Kari's Carrot Ginger Soup

Posted on Mar 3, 2009 by e-bro


Another pureed soup of magic comin' atcha. For a few months I would periodically notice an (ex) coworker who would transport a vibrant container of food to the kitchen for microwaving. I would often wonder what was providing my eyes with such colorful stimulation. Then, one day she brought me the recipe! I was overjoyed the first time I made it. For one, I love finely dicing things and you get to do a lot of that with this recipe. I also like zingy bowls of healthy food that makes you full. Again, done!

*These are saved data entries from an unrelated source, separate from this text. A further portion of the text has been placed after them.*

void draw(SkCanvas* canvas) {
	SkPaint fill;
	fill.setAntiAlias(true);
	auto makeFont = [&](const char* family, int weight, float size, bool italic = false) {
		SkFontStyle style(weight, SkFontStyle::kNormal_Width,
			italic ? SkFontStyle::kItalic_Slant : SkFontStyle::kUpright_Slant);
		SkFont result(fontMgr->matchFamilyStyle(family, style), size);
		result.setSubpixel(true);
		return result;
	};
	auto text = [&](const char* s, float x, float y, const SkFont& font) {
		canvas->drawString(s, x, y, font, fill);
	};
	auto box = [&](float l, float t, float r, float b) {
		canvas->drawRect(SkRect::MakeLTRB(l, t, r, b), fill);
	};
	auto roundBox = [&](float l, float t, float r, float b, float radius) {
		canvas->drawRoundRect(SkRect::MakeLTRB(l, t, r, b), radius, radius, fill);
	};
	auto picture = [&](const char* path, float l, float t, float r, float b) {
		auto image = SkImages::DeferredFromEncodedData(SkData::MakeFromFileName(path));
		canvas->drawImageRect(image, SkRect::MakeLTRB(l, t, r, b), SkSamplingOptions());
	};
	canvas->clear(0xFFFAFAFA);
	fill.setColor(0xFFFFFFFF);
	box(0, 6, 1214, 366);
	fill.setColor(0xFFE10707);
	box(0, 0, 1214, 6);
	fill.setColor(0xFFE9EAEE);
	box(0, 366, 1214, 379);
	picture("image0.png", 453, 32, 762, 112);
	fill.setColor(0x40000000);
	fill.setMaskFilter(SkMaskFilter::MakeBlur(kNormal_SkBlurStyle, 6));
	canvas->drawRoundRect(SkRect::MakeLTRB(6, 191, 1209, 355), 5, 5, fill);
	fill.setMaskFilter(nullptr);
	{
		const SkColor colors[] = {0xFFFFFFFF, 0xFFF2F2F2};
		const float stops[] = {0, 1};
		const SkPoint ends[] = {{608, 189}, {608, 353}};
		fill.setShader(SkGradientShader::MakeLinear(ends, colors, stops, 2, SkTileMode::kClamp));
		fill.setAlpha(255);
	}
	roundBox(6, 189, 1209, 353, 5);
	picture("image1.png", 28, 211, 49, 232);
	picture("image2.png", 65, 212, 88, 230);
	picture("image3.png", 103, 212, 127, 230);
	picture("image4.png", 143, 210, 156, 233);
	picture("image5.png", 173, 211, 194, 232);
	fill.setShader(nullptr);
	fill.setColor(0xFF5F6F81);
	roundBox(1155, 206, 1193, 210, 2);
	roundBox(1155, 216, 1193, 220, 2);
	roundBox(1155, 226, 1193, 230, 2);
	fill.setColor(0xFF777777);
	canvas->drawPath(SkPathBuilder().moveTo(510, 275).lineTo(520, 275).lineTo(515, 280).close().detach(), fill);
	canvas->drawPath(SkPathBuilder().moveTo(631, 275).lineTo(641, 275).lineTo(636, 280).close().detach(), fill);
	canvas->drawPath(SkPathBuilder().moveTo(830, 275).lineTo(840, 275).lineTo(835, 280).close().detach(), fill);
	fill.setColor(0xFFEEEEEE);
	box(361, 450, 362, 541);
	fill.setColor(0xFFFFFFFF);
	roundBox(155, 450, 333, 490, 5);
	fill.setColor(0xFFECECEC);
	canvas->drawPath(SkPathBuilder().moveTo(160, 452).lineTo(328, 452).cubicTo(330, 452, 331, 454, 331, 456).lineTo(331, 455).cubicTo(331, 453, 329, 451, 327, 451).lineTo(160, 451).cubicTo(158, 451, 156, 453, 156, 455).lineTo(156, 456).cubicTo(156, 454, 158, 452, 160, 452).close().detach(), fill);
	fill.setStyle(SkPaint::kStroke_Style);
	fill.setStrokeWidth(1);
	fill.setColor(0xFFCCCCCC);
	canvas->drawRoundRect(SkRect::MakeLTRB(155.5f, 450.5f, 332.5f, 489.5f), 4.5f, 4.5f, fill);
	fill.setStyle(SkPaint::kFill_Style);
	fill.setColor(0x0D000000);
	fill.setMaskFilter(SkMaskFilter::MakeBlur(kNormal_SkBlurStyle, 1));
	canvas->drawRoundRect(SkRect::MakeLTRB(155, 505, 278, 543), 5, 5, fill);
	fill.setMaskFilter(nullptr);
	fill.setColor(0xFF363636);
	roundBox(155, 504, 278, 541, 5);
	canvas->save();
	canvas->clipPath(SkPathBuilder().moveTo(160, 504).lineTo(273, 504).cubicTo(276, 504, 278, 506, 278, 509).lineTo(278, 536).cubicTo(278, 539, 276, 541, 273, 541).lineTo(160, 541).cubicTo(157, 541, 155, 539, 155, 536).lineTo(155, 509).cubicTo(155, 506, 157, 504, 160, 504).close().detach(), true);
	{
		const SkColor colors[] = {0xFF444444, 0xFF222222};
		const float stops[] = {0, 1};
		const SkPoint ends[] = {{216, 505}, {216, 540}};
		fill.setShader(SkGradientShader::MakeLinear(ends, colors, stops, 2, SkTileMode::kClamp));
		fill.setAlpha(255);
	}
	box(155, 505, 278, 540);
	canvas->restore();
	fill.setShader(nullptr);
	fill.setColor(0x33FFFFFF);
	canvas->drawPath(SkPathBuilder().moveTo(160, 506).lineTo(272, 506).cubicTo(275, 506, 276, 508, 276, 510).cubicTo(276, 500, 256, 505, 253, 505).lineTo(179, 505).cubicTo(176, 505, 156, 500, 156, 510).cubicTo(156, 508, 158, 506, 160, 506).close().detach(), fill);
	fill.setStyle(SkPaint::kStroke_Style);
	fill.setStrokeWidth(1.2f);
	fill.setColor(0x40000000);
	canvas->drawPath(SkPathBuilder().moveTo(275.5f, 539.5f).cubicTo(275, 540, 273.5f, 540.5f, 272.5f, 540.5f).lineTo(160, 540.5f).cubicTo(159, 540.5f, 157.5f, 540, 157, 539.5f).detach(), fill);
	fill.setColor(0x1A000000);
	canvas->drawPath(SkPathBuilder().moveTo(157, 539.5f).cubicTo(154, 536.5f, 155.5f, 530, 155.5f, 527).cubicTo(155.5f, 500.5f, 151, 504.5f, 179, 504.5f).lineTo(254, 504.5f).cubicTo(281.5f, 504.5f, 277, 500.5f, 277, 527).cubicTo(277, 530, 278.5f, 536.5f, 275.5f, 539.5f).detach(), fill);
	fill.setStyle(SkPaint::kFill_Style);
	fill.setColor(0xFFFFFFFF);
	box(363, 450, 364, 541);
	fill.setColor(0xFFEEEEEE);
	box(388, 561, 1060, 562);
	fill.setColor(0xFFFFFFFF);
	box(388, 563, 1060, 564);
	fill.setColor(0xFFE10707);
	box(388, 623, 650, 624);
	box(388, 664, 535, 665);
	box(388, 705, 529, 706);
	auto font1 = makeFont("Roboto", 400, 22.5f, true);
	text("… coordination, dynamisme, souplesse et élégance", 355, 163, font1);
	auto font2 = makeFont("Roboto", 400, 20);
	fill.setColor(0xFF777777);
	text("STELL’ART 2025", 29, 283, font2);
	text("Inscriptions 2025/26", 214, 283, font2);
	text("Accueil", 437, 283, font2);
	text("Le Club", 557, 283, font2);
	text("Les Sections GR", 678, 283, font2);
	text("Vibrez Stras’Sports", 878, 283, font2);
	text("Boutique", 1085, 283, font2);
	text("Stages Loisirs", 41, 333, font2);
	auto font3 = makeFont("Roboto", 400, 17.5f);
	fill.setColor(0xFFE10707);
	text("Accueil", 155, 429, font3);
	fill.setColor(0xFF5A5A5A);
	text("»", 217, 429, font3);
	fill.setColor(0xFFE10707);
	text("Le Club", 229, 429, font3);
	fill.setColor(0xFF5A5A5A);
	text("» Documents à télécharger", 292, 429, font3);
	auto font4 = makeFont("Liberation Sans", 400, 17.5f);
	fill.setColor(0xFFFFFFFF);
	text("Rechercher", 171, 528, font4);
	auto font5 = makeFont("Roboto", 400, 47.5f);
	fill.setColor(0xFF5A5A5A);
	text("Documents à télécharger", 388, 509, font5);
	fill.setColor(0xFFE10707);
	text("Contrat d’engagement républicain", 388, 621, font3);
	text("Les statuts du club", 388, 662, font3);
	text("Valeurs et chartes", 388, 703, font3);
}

Here's the recipe. 
KARI'S CARROT GINGER SOUP
6 tsp salted butter
1 large yellow onion, chopped finely
1/4 c ginger, chopped finely
3 cloves garlic, chopped finely
4 cups stock of your choice
1 c dry white wine
1 1/2 lb carrots, chopped roughly
2 tsp fresh lemon juice
salt and pepper
sour cream on top, if you'd like
Melt butter, add onion, garlic and ginger and saute for 15 to 20 minutes until it is soft and smelling delicious. add stock, wine, lemon juice and chopped carrots. Heat to boil and cook for 45 minutes or so. Leave uncovered so it has a chance to reduce a bit. Puree the soup in your blender according to the no lid stopper/towel rule. 
There is a lot of leeway here. You can add more ginger, less ginger, add some curry powder, eat it all in one batch or share it with friends.